A Prospective Multicenter Randomized Clinical Trial: Robot-assisted vs. Open Nipple-sparing Mastectomy With Immediate Breast Reconstruction (ROM) Trial
Research Purpose The present study is designed to generate the strongest evidence available on the role of robotic surgical systems in breast cancer surgery and to elucidate the clinical value of immediate breast reconstruction (IBR) conducted in conjunction with robot-assisted nipple-sparing mastectomy (RNSM). Study Design Overview This study is a prospective, multicenter, randomized clinical trial (ROM Trial) designed to compare the oncologic outcomes of robot-assisted nipple-sparing mastectomy (RNSM) with conventional nipple-sparing mastectomy (CNSM), which includes both traditional and open-chest approaches. Previous retrospective studies of robot-assisted endoscopic surgery have suggested a short learning curve, demonstrating technical feasibility and reproducibility even for less experienced surgeons. However, the absence of rigorously designed randomized clinical trials remains a major global barrier to the broader adoption of robotic breast surgery. In the ROM Trial, eligible patients who provide written informed consent will be randomly assigned in a 1:1 ratio to undergo either RNSM or CNSM. Participants will be blinded to group allocation until the day of surgery (single-blind design). Immediate breast reconstruction (IBR) will be performed in all patients, with the reconstruction method determined in consultation with the breast and/or plastic surgeon following mastectomy.

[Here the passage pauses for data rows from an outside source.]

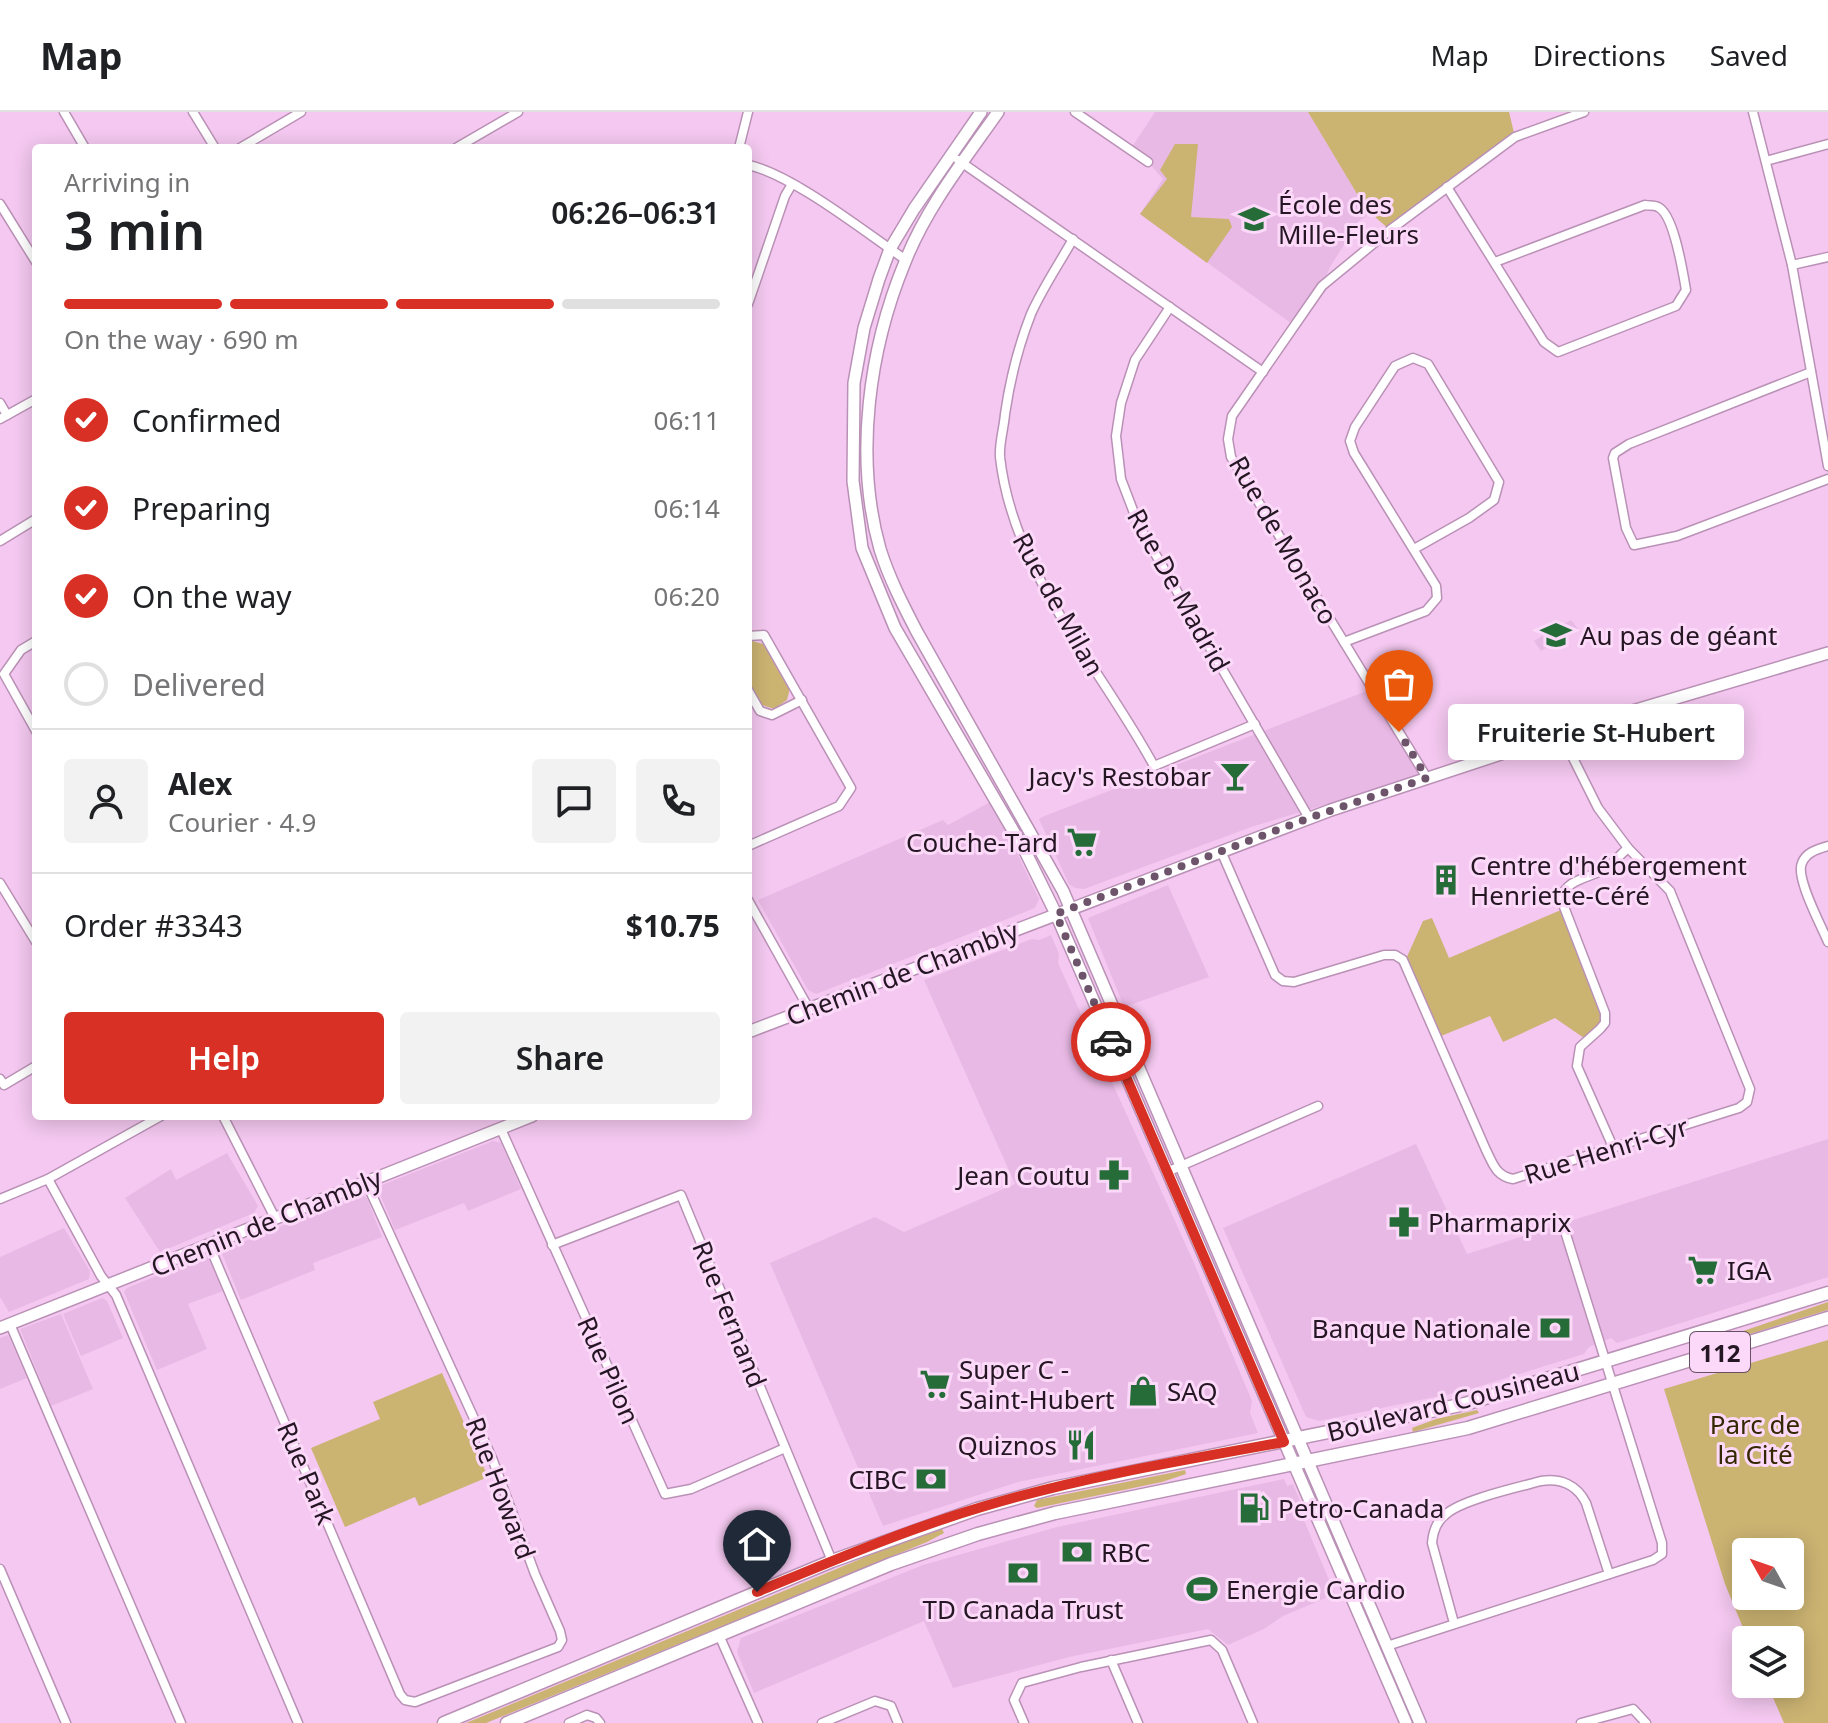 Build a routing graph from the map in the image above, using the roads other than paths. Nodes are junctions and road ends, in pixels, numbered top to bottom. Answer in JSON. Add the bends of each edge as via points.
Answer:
{"nodes":[{"id":1,"x":64,"y":112,"type":"edge"},
{"id":2,"x":193,"y":112,"type":"edge"},
{"id":3,"x":301,"y":112,"type":"edge"},
{"id":4,"x":518,"y":112,"type":"edge"},
{"id":5,"x":748,"y":112,"type":"edge"},
{"id":6,"x":981,"y":112,"type":"edge"},
{"id":7,"x":998,"y":112,"type":"edge"},
{"id":8,"x":1075,"y":112,"type":"edge"},
{"id":9,"x":1584,"y":112,"type":"edge"},
{"id":10,"x":1753,"y":112,"type":"edge"},
{"id":11,"x":83,"y":144,"type":"edge"},
{"id":12,"x":213,"y":144,"type":"edge"},
{"id":13,"x":247,"y":144,"type":"edge"},
{"id":14,"x":463,"y":144,"type":"edge"},
{"id":15,"x":740,"y":144,"type":"edge"},
{"id":16,"x":1828,"y":144,"type":"edge"},
{"id":17,"x":951,"y":155,"type":"junction"},
{"id":18,"x":1766,"y":161,"type":"junction"},
{"id":19,"x":1148,"y":162,"type":"dead end"},
{"id":20,"x":963,"y":163,"type":"junction"},
{"id":21,"x":752,"y":166,"type":"edge"},
{"id":22,"x":792,"y":184,"type":"junction"},
{"id":23,"x":1447,"y":187,"type":"junction"},
{"id":24,"x":0,"y":204,"type":"edge"},
{"id":25,"x":1073,"y":239,"type":"junction"},
{"id":26,"x":890,"y":249,"type":"junction"},
{"id":27,"x":32,"y":256,"type":"edge"},
{"id":28,"x":1828,"y":257,"type":"edge"},
{"id":29,"x":906,"y":260,"type":"junction"},
{"id":30,"x":1495,"y":262,"type":"junction"},
{"id":31,"x":1792,"y":265,"type":"junction"},
{"id":32,"x":752,"y":281,"type":"edge"},
{"id":33,"x":1170,"y":307,"type":"junction"},
{"id":34,"x":1263,"y":372,"type":"junction"},
{"id":35,"x":1811,"y":372,"type":"junction"},
{"id":36,"x":32,"y":401,"type":"edge"},
{"id":37,"x":0,"y":403,"type":"edge"},
{"id":38,"x":4,"y":417,"type":"edge"},
{"id":39,"x":1828,"y":466,"type":"edge"},
{"id":40,"x":1828,"y":479,"type":"edge"},
{"id":41,"x":32,"y":525,"type":"edge"},
{"id":42,"x":0,"y":541,"type":"edge"},
{"id":43,"x":1414,"y":549,"type":"junction"},
{"id":44,"x":752,"y":636,"type":"edge"},
{"id":45,"x":1344,"y":642,"type":"junction"},
{"id":46,"x":32,"y":643,"type":"edge"},
{"id":47,"x":1828,"y":653,"type":"edge"},
{"id":48,"x":752,"y":697,"type":"edge"},
{"id":49,"x":802,"y":700,"type":"junction"},
{"id":50,"x":32,"y":724,"type":"edge"},
{"id":51,"x":1255,"y":724,"type":"junction"},
{"id":52,"x":1561,"y":734,"type":"junction"},
{"id":53,"x":1427,"y":778,"type":"junction"},
{"id":54,"x":1309,"y":818,"type":"junction"},
{"id":55,"x":752,"y":844,"type":"edge"},
{"id":56,"x":1828,"y":846,"type":"edge"},
{"id":57,"x":1628,"y":848,"type":"junction"},
{"id":58,"x":1221,"y":851,"type":"junction"},
{"id":59,"x":0,"y":883,"type":"edge"},
{"id":60,"x":752,"y":907,"type":"edge"},
{"id":61,"x":1071,"y":908,"type":"junction"},
{"id":62,"x":1056,"y":914,"type":"junction"},
{"id":63,"x":32,"y":935,"type":"edge"},
{"id":64,"x":1828,"y":942,"type":"edge"},
{"id":65,"x":809,"y":1009,"type":"junction"},
{"id":66,"x":752,"y":1030,"type":"edge"},
{"id":67,"x":32,"y":1068,"type":"edge"},
{"id":68,"x":0,"y":1079,"type":"edge"},
{"id":69,"x":1318,"y":1106,"type":"dead end"},
{"id":70,"x":154,"y":1120,"type":"edge"},
{"id":71,"x":225,"y":1120,"type":"edge"},
{"id":72,"x":522,"y":1120,"type":"edge"},
{"id":73,"x":501,"y":1129,"type":"junction"},
{"id":74,"x":1613,"y":1147,"type":"junction"},
{"id":75,"x":1182,"y":1166,"type":"junction"},
{"id":76,"x":1167,"y":1172,"type":"junction"},
{"id":77,"x":48,"y":1179,"type":"junction"},
{"id":78,"x":366,"y":1182,"type":"junction"},
{"id":79,"x":0,"y":1199,"type":"edge"},
{"id":80,"x":275,"y":1218,"type":"junction"},
{"id":81,"x":1564,"y":1228,"type":"dead end"},
{"id":82,"x":209,"y":1245,"type":"junction"},
{"id":83,"x":552,"y":1245,"type":"junction"},
{"id":84,"x":1204,"y":1258,"type":"junction"},
{"id":85,"x":108,"y":1284,"type":"junction"},
{"id":86,"x":1234,"y":1288,"type":"junction"},
{"id":87,"x":1828,"y":1293,"type":"edge"},
{"id":88,"x":1828,"y":1318,"type":"edge"},
{"id":89,"x":5,"y":1326,"type":"edge"},
{"id":90,"x":1605,"y":1363,"type":"junction"},
{"id":91,"x":1612,"y":1386,"type":"junction"},
{"id":92,"x":1300,"y":1439,"type":"junction"},
{"id":93,"x":1284,"y":1442,"type":"junction"},
{"id":94,"x":785,"y":1448,"type":"junction"},
{"id":95,"x":1309,"y":1461,"type":"junction"},
{"id":96,"x":1293,"y":1464,"type":"junction"},
{"id":97,"x":832,"y":1561,"type":"junction"},
{"id":98,"x":0,"y":1569,"type":"edge"},
{"id":99,"x":1609,"y":1574,"type":"junction"},
{"id":100,"x":1454,"y":1623,"type":"junction"},
{"id":101,"x":719,"y":1635,"type":"junction"},
{"id":102,"x":1387,"y":1646,"type":"junction"},
{"id":103,"x":1111,"y":1660,"type":"junction"},
{"id":104,"x":405,"y":1700,"type":"joint"},
{"id":105,"x":598,"y":1720,"type":"edge"},
{"id":106,"x":66,"y":1723,"type":"edge"},
{"id":107,"x":181,"y":1723,"type":"edge"},
{"id":108,"x":298,"y":1723,"type":"edge"},
{"id":109,"x":444,"y":1723,"type":"edge"},
{"id":110,"x":507,"y":1723,"type":"edge"},
{"id":111,"x":569,"y":1723,"type":"edge"},
{"id":112,"x":758,"y":1723,"type":"edge"},
{"id":113,"x":822,"y":1723,"type":"edge"},
{"id":114,"x":898,"y":1723,"type":"edge"},
{"id":115,"x":1024,"y":1723,"type":"edge"},
{"id":116,"x":1138,"y":1723,"type":"edge"},
{"id":117,"x":1253,"y":1723,"type":"edge"},
{"id":118,"x":1406,"y":1723,"type":"edge"},
{"id":119,"x":1420,"y":1723,"type":"edge"},
{"id":120,"x":1581,"y":1723,"type":"edge"},
{"id":121,"x":1646,"y":1723,"type":"edge"}],
"edges":[{"from":1,"to":11,"type":"street"},
{"from":2,"to":12,"type":"street"},
{"from":3,"to":13,"type":"street"},
{"from":4,"to":14,"type":"street"},
{"from":5,"to":15,"type":"street"},
{"from":6,"to":17,"type":"street"},
{"from":7,"to":20,"type":"street"},
{"from":8,"to":19,"type":"street"},
{"from":9,"to":23,"type":"street","name":"Rue de Monaco","via":[[1515,137]]},
{"from":10,"to":18,"type":"street"},
{"from":16,"to":18,"type":"street"},
{"from":17,"to":20,"type":"street"},
{"from":17,"to":26,"type":"street"},
{"from":18,"to":31,"type":"street"},
{"from":20,"to":25,"type":"street"},
{"from":20,"to":29,"type":"street"},
{"from":21,"to":22,"type":"street"},
{"from":22,"to":26,"type":"street"},
{"from":22,"to":32,"type":"street"},
{"from":23,"to":30,"type":"street"},
{"from":23,"to":34,"type":"street","name":"Rue de Monaco","via":[[1322,286]]},
{"from":24,"to":27,"type":"street"},
{"from":25,"to":33,"type":"street"},
{"from":25,"to":51,"type":"street","name":"Rue de Milan","via":[[1032,313],[1011,373],[1000,454],[1014,522],[1043,584],[1154,766]]},
{"from":26,"to":29,"type":"street"},
{"from":26,"to":62,"type":"street","via":[[864,328],[854,383],[853,481],[862,548],[895,628]]},
{"from":28,"to":31,"type":"street"},
{"from":29,"to":61,"type":"street","via":[[876,361],[867,434],[880,548],[895,591]]},
{"from":30,"to":30,"type":"street","via":[[1544,342],[1558,352],[1676,306],[1686,290],[1666,214],[1645,205]]},
{"from":31,"to":35,"type":"street"},
{"from":33,"to":34,"type":"street"},
{"from":33,"to":51,"type":"street","name":"Rue De Madrid","via":[[1135,360],[1121,403],[1116,436],[1121,479],[1139,526]]},
{"from":34,"to":45,"type":"street","name":"Rue de Monaco","via":[[1232,416],[1231,457]]},
{"from":35,"to":39,"type":"street"},
{"from":35,"to":40,"type":"street","via":[[1629,444],[1613,458],[1634,545],[1677,536]]},
{"from":36,"to":38,"type":"street"},
{"from":37,"to":38,"type":"street"},
{"from":41,"to":42,"type":"street"},
{"from":43,"to":43,"type":"street","via":[[1350,441],[1395,366],[1413,358],[1428,364],[1499,482],[1494,500]]},
{"from":43,"to":45,"type":"street","via":[[1436,586],[1437,598],[1426,611]]},
{"from":44,"to":49,"type":"street","via":[[764,635]]},
{"from":45,"to":53,"type":"street","name":"Rue de Monaco"},
{"from":46,"to":50,"type":"street","via":[[4,674]]},
{"from":47,"to":52,"type":"street","name":"Chemin de Chambly"},
{"from":48,"to":49,"type":"street","via":[[760,711],[772,715]]},
{"from":49,"to":55,"type":"street","via":[[851,788],[839,806]]},
{"from":51,"to":54,"type":"street","name":"Rue De Madrid"},
{"from":52,"to":53,"type":"street","name":"Chemin de Chambly"},
{"from":52,"to":57,"type":"street","name":"Rue Henri-Cyr","via":[[1598,808]]},
{"from":53,"to":54,"type":"street","name":"Chemin de Chambly"},
{"from":54,"to":58,"type":"street","name":"Chemin de Chambly"},
{"from":56,"to":64,"type":"street","via":[[1811,851],[1799,873]]},
{"from":57,"to":74,"type":"street","via":[[1605,869],[1569,885],[1561,899],[1605,1013],[1605,1023],[1580,1047],[1577,1066]]},
{"from":57,"to":74,"type":"street","name":"Rue Henri-Cyr","via":[[1670,891],[1750,1089],[1739,1108]]},
{"from":58,"to":61,"type":"street","name":"Chemin de Chambly"},
{"from":58,"to":74,"type":"street","name":"Rue Henri-Cyr","via":[[1275,975],[1283,981],[1384,955],[1403,960],[1486,1150],[1503,1177],[1513,1179]]},
{"from":59,"to":63,"type":"street"},
{"from":60,"to":65,"type":"street"},
{"from":61,"to":62,"type":"street","name":"Chemin de Chambly"},
{"from":61,"to":75,"type":"street"},
{"from":62,"to":65,"type":"street","name":"Chemin de Chambly"},
{"from":62,"to":76,"type":"street"},
{"from":65,"to":66,"type":"street","name":"Chemin de Chambly"},
{"from":67,"to":68,"type":"street","via":[[4,1085]]},
{"from":69,"to":75,"type":"street"},
{"from":70,"to":77,"type":"street"},
{"from":71,"to":80,"type":"street"},
{"from":72,"to":73,"type":"street","name":"Chemin de Chambly"},
{"from":73,"to":78,"type":"street","name":"Chemin de Chambly"},
{"from":73,"to":83,"type":"street","name":"Rue Pilon"},
{"from":75,"to":76,"type":"street"},
{"from":75,"to":86,"type":"street"},
{"from":76,"to":84,"type":"street"},
{"from":77,"to":79,"type":"street"},
{"from":77,"to":85,"type":"street"},
{"from":78,"to":80,"type":"street","name":"Chemin de Chambly"},
{"from":78,"to":104,"type":"street","name":"Rue Howard","via":[[492,1458],[562,1640],[558,1647],[471,1681],[415,1702]]},
{"from":80,"to":82,"type":"street","name":"Chemin de Chambly"},
{"from":81,"to":90,"type":"street"},
{"from":82,"to":85,"type":"street","name":"Chemin de Chambly"},
{"from":82,"to":104,"type":"street","name":"Rue Park"},
{"from":83,"to":94,"type":"street","name":"Rue Pilon","via":[[665,1494],[691,1489]]},
{"from":83,"to":94,"type":"street","name":"Rue Fernand","via":[[681,1195]]},
{"from":84,"to":86,"type":"street","via":[[1226,1286]]},
{"from":84,"to":93,"type":"street"},
{"from":85,"to":89,"type":"street","name":"Chemin de Chambly"},
{"from":85,"to":108,"type":"street"},
{"from":86,"to":92,"type":"street"},
{"from":87,"to":90,"type":"main road","name":"Boulevard Cousineau","number":"112"},
{"from":88,"to":91,"type":"main road","name":"Boulevard Cousineau","number":"112"},
{"from":89,"to":107,"type":"street"},
{"from":90,"to":91,"type":"street"},
{"from":90,"to":92,"type":"main road","name":"Boulevard Cousineau","number":"112","via":[[1465,1404]]},
{"from":91,"to":95,"type":"main road","name":"Boulevard Cousineau","number":"112","via":[[1468,1428]]},
{"from":91,"to":99,"type":"street","via":[[1663,1548],[1656,1559]]},
{"from":92,"to":93,"type":"main road","name":"Boulevard Cousineau","number":"112"},
{"from":92,"to":95,"type":"street"},
{"from":93,"to":96,"type":"street"},
{"from":93,"to":97,"type":"main road","name":"Boulevard Cousineau","number":"112","via":[[1014,1498]]},
{"from":94,"to":97,"type":"street","name":"Rue Fernand"},
{"from":95,"to":96,"type":"main road","name":"Boulevard Cousineau","number":"112"},
{"from":95,"to":102,"type":"street"},
{"from":96,"to":101,"type":"main road","name":"Boulevard Cousineau","number":"112","via":[[991,1530],[891,1564]]},
{"from":96,"to":118,"type":"street"},
{"from":97,"to":109,"type":"main road","name":"Boulevard Cousineau","number":"112"},
{"from":98,"to":106,"type":"street"},
{"from":99,"to":100,"type":"street"},
{"from":99,"to":100,"type":"street","via":[[1584,1499],[1568,1484],[1541,1481],[1460,1506],[1441,1519],[1432,1543]]},
{"from":100,"to":102,"type":"street"},
{"from":101,"to":110,"type":"main road","name":"Boulevard Cousineau","number":"112"},
{"from":101,"to":112,"type":"street"},
{"from":102,"to":119,"type":"street"},
{"from":103,"to":115,"type":"street","via":[[1022,1683],[1014,1700]]},
{"from":103,"to":116,"type":"street"},
{"from":103,"to":117,"type":"street","via":[[1211,1640],[1222,1650]]},
{"from":105,"to":111,"type":"street","via":[[587,1715]]},
{"from":113,"to":114,"type":"street","via":[[875,1701],[891,1706]]},
{"from":120,"to":121,"type":"street","via":[[1633,1709]]}]}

• Adult women (≥19 years) scheduled to undergo therapeutic mastectomy for breast cancer who desire immediate breast reconstruction (IBR).
• Breast cancer classified as clinical TNM stage 0 to IIIA, based on preoperative evaluation according to the 8th edition of the AJCC anatomic staging system.
• Eastern Cooperative Oncology Group (ECOG) performance status of 0 or 1.